- _What to produce_
Read the lines below, and copy any that contain the string "Greenwood".

(Collected data)
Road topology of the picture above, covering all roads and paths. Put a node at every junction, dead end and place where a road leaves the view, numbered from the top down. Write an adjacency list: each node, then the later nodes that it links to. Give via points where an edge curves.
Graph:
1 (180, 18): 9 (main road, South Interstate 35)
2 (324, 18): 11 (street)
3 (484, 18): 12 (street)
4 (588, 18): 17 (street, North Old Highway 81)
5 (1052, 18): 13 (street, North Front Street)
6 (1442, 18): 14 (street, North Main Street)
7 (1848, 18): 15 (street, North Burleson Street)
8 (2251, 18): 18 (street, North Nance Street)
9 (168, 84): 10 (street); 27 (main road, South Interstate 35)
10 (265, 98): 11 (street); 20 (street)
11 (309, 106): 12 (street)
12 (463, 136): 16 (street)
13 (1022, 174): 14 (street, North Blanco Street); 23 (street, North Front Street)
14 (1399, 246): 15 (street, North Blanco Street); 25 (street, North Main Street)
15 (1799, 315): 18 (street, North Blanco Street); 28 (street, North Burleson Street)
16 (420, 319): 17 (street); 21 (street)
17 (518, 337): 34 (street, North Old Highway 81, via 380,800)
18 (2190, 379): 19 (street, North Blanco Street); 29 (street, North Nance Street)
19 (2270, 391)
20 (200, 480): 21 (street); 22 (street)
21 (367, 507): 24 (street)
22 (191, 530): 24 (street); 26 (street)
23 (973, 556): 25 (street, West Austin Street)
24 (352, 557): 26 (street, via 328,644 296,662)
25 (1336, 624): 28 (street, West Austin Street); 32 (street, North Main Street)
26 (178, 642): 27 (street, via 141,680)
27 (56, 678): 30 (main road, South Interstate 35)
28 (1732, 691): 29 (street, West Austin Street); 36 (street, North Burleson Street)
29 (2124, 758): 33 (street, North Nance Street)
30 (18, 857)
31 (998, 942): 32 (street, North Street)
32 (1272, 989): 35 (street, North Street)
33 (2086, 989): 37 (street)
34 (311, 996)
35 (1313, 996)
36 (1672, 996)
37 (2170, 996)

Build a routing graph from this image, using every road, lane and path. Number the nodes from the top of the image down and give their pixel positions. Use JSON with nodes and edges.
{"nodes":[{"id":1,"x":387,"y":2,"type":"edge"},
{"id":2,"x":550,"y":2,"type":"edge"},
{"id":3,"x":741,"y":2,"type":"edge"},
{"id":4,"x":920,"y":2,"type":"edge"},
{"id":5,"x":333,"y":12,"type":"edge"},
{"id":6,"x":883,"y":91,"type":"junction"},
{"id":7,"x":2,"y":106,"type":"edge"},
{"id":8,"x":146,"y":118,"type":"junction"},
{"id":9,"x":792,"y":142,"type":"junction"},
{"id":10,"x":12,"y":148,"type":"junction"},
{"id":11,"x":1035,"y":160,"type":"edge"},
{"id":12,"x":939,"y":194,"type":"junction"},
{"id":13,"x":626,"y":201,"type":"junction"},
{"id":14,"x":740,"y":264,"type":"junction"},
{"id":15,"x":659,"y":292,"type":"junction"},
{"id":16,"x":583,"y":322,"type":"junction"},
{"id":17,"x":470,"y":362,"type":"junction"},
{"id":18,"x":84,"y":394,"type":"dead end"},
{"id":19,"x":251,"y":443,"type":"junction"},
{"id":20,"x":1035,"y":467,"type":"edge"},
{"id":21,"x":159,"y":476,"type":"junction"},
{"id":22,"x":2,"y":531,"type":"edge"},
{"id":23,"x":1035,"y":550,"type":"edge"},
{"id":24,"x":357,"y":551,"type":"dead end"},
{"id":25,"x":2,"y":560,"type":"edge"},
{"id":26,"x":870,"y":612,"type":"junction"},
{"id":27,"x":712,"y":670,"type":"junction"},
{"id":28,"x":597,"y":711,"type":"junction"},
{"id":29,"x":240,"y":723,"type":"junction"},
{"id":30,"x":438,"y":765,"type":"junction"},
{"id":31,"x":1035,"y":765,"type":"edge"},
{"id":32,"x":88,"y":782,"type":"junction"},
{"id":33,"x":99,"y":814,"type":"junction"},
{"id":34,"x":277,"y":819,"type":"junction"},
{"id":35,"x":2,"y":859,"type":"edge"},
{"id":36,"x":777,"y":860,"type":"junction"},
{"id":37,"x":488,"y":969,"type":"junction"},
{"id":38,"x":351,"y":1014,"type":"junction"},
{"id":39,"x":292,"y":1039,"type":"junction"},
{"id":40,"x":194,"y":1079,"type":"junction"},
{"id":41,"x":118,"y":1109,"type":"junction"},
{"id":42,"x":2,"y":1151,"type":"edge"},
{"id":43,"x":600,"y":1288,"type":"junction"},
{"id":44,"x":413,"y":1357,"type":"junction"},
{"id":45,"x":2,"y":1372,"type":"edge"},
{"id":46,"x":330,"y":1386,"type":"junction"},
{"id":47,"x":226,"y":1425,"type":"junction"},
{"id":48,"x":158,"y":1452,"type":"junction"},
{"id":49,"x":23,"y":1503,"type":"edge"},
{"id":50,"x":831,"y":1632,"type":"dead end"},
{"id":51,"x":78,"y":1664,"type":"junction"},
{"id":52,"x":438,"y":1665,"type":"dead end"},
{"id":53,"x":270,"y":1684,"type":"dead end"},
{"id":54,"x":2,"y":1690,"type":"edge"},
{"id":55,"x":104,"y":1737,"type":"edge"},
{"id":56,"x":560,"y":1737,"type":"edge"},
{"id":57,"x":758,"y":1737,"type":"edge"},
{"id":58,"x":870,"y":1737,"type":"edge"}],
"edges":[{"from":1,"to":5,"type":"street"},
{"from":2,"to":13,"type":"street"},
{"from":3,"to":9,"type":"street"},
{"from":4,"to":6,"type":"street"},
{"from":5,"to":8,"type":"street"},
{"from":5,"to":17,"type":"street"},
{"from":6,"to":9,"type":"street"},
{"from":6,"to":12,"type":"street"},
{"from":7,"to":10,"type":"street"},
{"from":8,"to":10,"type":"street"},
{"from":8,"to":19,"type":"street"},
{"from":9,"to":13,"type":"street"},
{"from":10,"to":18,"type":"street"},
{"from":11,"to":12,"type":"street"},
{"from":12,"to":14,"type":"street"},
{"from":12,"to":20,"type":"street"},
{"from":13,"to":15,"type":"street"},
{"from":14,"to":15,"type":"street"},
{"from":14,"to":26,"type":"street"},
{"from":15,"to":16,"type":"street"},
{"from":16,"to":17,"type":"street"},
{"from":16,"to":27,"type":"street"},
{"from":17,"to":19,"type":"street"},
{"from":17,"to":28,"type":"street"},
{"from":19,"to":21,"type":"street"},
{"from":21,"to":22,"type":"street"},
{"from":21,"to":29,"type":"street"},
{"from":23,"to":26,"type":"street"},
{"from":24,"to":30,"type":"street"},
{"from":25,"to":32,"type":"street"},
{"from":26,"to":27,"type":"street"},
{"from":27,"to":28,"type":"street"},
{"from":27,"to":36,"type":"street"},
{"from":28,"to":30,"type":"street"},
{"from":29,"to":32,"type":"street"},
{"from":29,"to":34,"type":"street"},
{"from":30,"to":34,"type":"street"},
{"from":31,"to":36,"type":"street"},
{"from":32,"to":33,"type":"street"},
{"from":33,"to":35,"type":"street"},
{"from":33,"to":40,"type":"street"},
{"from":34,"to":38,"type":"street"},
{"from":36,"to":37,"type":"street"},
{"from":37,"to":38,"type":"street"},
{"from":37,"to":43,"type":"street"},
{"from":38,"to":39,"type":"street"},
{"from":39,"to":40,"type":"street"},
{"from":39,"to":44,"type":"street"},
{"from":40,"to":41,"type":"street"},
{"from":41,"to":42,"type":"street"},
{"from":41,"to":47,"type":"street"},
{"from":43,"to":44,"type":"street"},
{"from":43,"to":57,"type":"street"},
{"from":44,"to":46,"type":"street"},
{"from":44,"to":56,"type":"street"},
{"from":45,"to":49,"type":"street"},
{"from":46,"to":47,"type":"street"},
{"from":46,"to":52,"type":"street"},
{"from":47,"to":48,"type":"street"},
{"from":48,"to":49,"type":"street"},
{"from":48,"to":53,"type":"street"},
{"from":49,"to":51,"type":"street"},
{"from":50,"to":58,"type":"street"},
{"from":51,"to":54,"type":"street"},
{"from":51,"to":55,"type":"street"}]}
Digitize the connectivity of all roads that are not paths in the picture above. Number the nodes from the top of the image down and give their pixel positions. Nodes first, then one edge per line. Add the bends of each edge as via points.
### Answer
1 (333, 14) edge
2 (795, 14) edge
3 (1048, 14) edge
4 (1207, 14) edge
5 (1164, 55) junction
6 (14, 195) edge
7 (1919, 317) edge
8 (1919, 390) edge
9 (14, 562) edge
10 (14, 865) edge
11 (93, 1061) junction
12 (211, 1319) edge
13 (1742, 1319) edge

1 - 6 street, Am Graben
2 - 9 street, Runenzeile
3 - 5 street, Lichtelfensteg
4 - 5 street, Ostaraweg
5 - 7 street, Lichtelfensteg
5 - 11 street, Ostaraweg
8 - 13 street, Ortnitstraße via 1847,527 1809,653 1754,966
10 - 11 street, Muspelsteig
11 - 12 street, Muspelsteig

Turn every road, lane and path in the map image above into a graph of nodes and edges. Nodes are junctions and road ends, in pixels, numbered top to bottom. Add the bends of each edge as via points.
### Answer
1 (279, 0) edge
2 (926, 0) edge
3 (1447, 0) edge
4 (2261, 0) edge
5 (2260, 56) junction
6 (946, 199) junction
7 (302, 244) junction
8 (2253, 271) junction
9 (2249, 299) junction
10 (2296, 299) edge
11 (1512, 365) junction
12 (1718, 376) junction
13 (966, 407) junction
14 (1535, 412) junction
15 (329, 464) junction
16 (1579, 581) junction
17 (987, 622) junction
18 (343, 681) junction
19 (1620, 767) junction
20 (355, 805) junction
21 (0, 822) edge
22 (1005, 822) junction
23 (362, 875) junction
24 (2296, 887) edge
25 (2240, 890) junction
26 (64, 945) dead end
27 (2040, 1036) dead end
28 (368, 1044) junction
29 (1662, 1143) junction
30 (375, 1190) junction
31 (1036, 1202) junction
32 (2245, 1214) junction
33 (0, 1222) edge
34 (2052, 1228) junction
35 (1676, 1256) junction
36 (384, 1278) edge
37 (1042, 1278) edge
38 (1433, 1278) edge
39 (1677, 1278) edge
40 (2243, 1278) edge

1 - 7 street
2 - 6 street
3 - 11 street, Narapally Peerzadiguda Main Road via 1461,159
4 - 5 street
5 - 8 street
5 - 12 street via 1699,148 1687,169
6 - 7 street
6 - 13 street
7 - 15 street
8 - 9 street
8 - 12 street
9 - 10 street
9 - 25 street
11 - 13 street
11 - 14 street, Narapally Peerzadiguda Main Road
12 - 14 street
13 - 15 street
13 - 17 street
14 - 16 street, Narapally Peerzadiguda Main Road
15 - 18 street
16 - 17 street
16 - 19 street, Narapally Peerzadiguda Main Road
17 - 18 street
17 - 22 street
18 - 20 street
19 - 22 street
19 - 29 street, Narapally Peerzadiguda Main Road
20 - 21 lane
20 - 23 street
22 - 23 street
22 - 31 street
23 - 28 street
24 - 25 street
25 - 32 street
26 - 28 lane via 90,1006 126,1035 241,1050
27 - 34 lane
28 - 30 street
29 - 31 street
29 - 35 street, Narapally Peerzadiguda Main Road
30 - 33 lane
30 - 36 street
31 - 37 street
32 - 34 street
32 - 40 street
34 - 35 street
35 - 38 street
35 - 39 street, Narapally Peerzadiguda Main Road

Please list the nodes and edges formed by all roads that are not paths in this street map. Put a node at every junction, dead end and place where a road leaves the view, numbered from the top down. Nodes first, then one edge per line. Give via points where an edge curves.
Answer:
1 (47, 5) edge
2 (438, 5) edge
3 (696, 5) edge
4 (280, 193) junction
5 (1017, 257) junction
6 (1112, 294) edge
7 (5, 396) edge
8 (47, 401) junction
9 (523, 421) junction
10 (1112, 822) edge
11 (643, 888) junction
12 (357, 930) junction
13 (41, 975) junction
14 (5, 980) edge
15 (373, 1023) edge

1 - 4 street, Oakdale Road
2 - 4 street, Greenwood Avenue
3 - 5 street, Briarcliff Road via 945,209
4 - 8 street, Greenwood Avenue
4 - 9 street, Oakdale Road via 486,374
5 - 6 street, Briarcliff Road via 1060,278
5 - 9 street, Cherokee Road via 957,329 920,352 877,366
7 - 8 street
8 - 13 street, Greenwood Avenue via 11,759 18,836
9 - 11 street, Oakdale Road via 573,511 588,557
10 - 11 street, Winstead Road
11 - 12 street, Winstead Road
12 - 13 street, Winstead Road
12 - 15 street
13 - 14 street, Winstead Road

- _Written solution_
2 - 4 street, Greenwood Avenue
4 - 8 street, Greenwood Avenue
8 - 13 street, Greenwood Avenue via 11,759 18,836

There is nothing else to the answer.